● Exercise prompt: The answer must consist of each line of the records below that contains the string "Lakeview".

● The input:
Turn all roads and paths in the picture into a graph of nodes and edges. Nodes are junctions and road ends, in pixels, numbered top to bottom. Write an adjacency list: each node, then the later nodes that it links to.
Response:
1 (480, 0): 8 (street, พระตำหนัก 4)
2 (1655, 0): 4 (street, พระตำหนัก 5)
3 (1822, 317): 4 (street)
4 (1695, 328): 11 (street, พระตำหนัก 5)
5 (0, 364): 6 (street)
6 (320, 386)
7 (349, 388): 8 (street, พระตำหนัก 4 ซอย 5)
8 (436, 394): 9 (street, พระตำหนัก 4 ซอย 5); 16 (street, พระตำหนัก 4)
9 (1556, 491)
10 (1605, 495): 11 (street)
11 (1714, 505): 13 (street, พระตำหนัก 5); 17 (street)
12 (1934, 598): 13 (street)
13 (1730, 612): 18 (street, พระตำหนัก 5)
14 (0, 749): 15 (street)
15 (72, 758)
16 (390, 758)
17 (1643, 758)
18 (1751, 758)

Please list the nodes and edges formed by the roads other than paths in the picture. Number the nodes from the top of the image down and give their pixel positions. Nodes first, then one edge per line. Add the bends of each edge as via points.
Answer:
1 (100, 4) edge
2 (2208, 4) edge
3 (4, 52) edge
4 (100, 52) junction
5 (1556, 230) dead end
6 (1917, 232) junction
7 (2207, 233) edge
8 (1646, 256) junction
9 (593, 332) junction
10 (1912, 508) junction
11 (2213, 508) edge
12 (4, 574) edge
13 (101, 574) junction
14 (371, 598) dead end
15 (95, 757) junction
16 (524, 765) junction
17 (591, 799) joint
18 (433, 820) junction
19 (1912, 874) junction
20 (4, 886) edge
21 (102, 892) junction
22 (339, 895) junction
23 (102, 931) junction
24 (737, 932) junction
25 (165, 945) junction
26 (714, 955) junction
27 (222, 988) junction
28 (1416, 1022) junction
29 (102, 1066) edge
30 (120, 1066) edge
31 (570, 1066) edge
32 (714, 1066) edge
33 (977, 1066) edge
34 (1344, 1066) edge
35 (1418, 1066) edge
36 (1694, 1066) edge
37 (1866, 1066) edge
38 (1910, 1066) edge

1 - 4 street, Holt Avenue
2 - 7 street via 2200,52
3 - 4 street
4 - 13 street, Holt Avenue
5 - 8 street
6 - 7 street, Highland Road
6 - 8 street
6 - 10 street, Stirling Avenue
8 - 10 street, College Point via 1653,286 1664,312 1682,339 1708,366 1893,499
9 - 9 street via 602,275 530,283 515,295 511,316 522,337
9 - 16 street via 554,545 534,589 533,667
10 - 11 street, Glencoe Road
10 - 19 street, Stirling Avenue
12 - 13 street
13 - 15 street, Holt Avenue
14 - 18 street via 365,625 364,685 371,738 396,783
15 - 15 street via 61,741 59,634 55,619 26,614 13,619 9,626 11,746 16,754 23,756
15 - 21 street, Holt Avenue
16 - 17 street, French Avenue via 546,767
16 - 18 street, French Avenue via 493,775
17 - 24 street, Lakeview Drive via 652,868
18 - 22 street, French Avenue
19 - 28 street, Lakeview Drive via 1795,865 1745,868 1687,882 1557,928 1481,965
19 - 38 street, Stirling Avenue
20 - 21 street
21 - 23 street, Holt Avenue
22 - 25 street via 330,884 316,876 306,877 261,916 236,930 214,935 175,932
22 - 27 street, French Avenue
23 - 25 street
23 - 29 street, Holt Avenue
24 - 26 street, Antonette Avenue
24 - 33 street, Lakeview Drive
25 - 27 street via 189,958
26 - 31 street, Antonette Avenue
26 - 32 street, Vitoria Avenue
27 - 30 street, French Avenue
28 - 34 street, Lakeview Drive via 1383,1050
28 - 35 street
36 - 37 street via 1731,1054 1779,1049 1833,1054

● Response box:
17 - 24 street, Lakeview Drive via 652,868
19 - 28 street, Lakeview Drive via 1795,865 1745,868 1687,882 1557,928 1481,965
24 - 33 street, Lakeview Drive
28 - 34 street, Lakeview Drive via 1383,1050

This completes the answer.